Elevation: 18,510 feet (5,642 meters)
Prominence: 15,554 feet (4,741 meters)
Location: Caucasus Range, Russia. On the border of Asia and Europe.
Coordinates: 43°21′18″ N / 42°26′21″ E
First Ascent: 1874 by Florence Crauford Grove, Frederick Gardner, Horace Walker, Peter Knubel, and Ahiya Sottaiev (guide).
Elbrus has two summits with the West Summit at 18,510 feet (5,642 meters) slightly higher than the East Summit at 18,442 feet (5,621 meters).
A cable car and chairlift, built between 1959 and 1976, ferries climbers up Mount Elbrus to 12,500 feet. From there, most ascend the Standard Route up the south flank to the summit. The route is mostly free of crevasses, making it relatively safe. The Standard Route, however, is not easy with lots of snow, high winds, and a high elevation defeating many attempts. Many climbers attempting the mountain are inexperienced and ill-equipped. Most climbers take the cable car, operating from 9 a.m to 3 p.m., and stay overnight at the Diesel Hut.
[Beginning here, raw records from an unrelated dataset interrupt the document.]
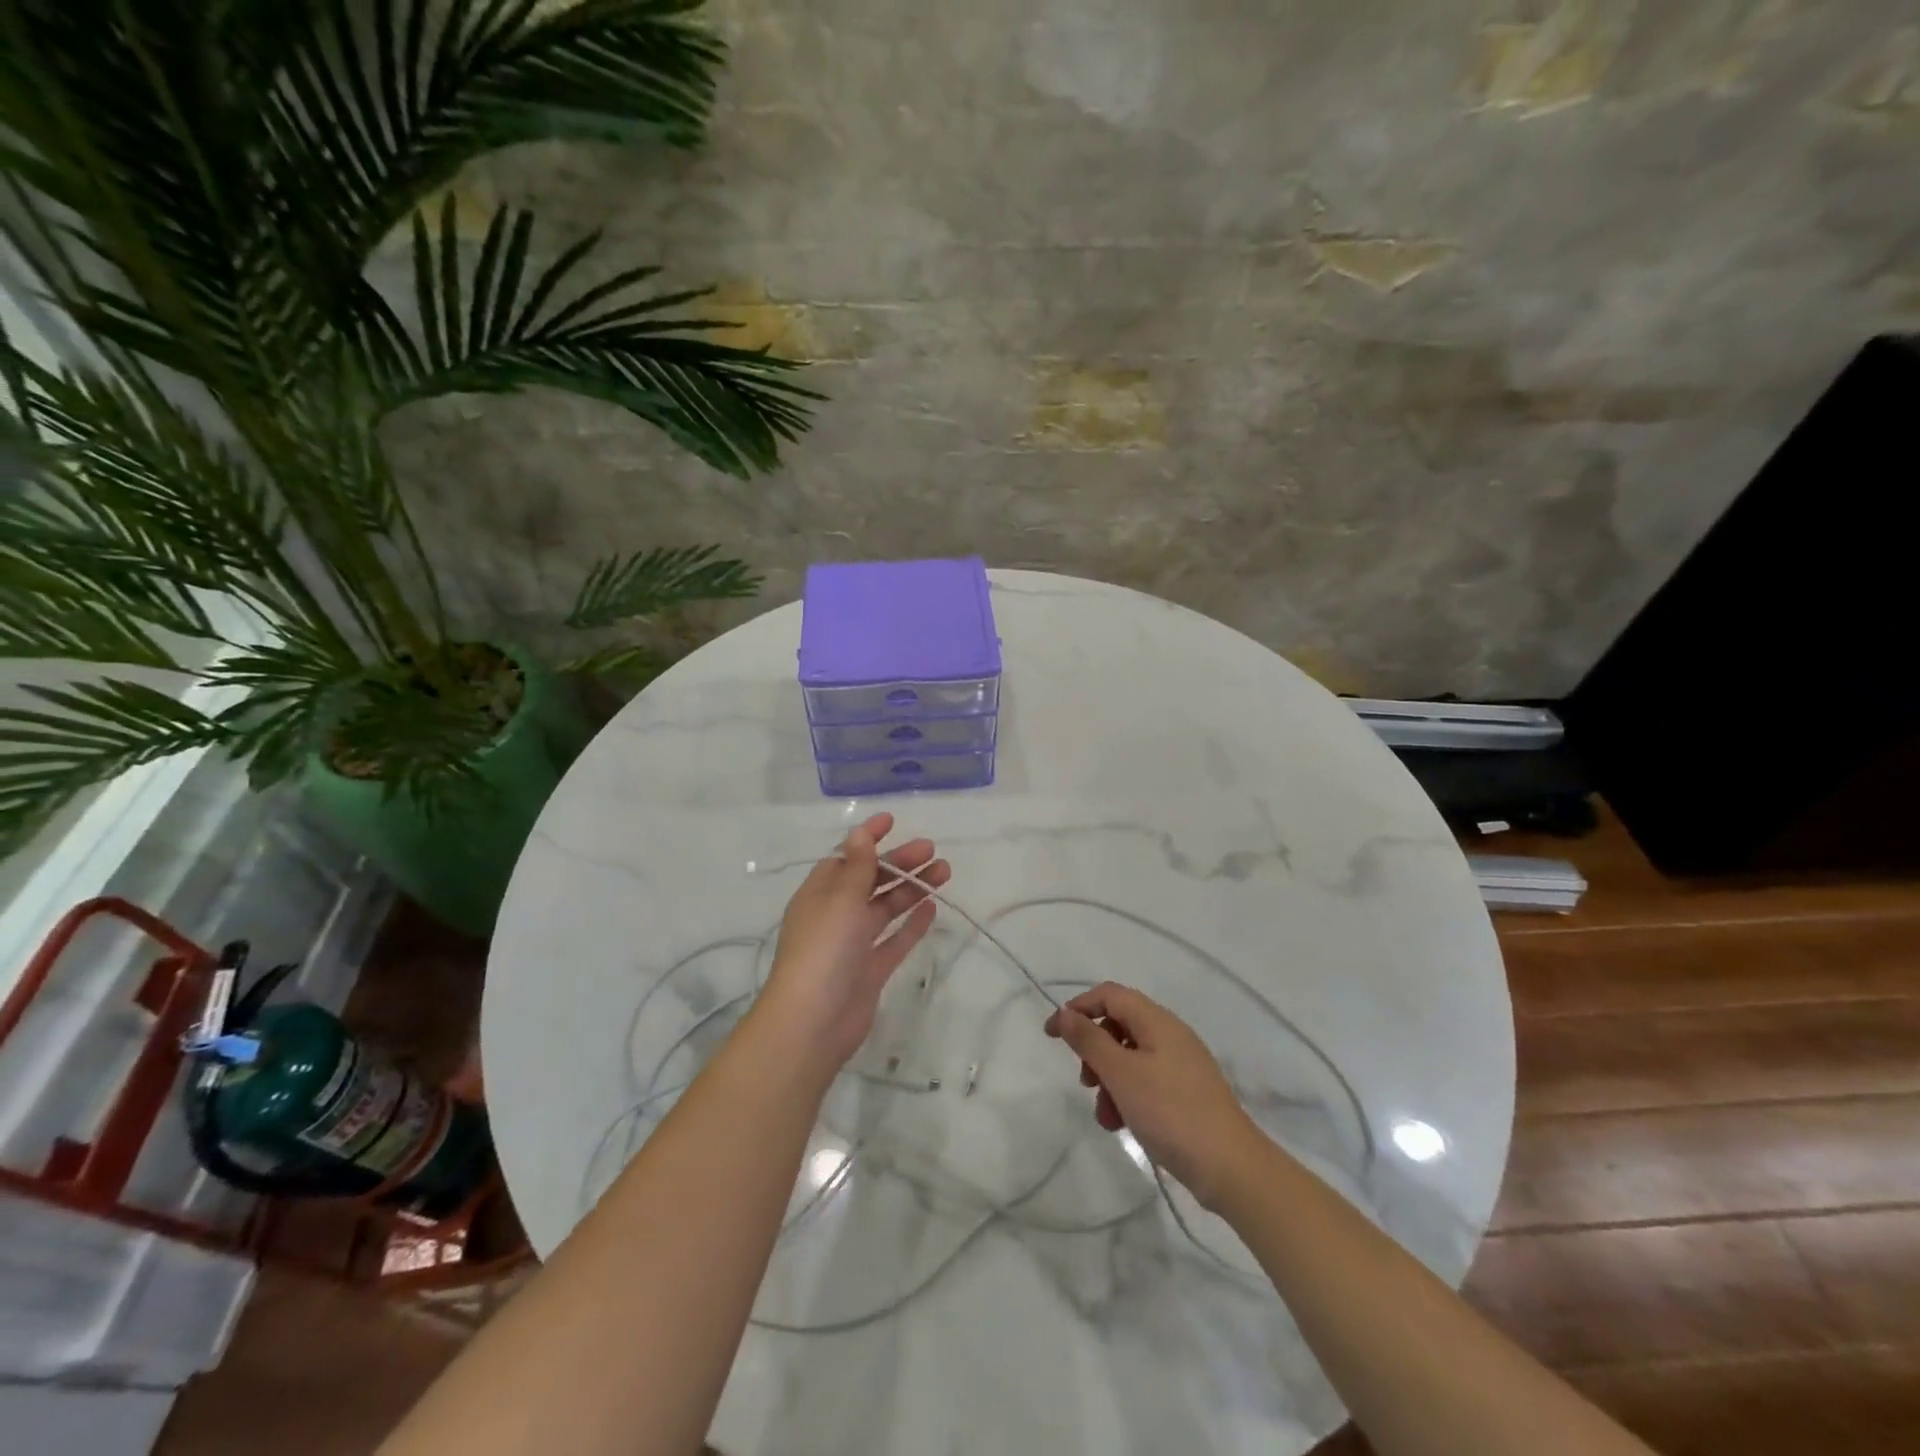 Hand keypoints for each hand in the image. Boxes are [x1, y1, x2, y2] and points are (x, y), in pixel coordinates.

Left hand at [754, 813, 949, 1073]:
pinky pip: (894, 940)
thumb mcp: (840, 899)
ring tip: (944, 872)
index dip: (868, 838)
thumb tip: (860, 833)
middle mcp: (836, 915)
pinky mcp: (870, 970)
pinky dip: (911, 924)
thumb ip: (857, 867)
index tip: (892, 820)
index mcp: (820, 894)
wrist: (813, 1022)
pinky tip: (932, 908)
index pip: (846, 857)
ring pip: (886, 908)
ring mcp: (853, 944)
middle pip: (871, 880)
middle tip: (932, 850)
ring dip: (912, 888)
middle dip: (899, 863)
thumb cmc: (823, 949)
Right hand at [1045, 982, 1263, 1209]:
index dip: (1078, 1008)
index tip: (1053, 1035)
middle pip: (1119, 1025)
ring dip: (1109, 1079)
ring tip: (1105, 1115)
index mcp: (1157, 1021)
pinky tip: (1122, 1124)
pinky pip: (1146, 1080)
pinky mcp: (1186, 1092)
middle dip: (1094, 1051)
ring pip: (1130, 1057)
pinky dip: (1128, 1095)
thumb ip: (1089, 1040)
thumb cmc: (1171, 1113)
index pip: (1109, 995)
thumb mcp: (1121, 1074)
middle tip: (1085, 1081)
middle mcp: (1170, 1034)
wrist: (1231, 1168)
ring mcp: (1181, 1064)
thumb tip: (1065, 1013) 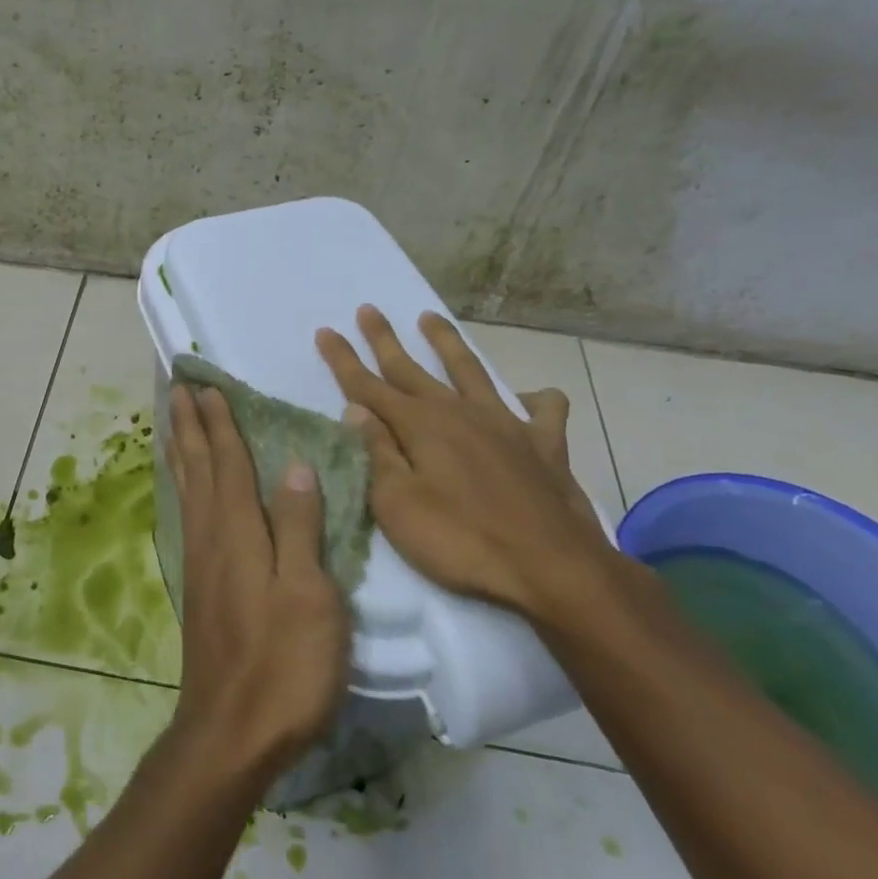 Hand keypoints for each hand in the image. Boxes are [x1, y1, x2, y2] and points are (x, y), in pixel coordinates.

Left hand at [164, 383, 350, 788]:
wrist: (232, 734)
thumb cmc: (284, 665)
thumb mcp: (309, 595)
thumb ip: (299, 527)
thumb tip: (293, 464)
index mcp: (239, 533)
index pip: (228, 463)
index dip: (220, 423)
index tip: (206, 386)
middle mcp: (211, 538)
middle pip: (198, 468)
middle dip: (190, 426)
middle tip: (178, 389)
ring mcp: (200, 564)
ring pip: (187, 491)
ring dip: (181, 452)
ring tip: (172, 424)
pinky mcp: (199, 589)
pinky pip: (187, 517)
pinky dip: (183, 489)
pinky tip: (186, 491)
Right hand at [315, 306, 615, 620]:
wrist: (552, 569)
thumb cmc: (461, 541)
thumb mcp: (398, 505)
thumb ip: (377, 453)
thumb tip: (355, 410)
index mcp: (420, 426)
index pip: (368, 386)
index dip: (343, 359)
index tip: (325, 331)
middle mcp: (459, 412)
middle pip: (411, 369)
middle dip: (384, 339)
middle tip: (368, 309)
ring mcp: (505, 424)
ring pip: (470, 371)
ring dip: (447, 343)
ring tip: (429, 317)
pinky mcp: (544, 446)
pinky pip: (543, 411)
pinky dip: (535, 399)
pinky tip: (528, 398)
An alpine start at 2 in the morning allows enough for climbers to reach the summit and descend to the cable car/chairlift in time for the last ride down.
Climbers regularly die on Mount Elbrus, as many as 30 a year. In 2004 alone, 48 climbers and skiers died on the mountain. Elbrus is considered one of the world’s most deadly peaks with a high ratio of climber deaths to climbers.
In 1991, Outside Magazine called the outhouse at the now-burned Pruitt Hut at 13,800 feet on Elbrus the world’s nastiest outhouse. The privy gets lots of use by Elbrus summiteers, who drink lots of water and take Diamox, a prescription drug for altitude sickness but also an effective diuretic. The outhouse perches above a rocky outcrop, with a hole in the wooden floor that opens to the snowy world below. Surprisingly, however, it doesn’t smell—everything is frozen solid!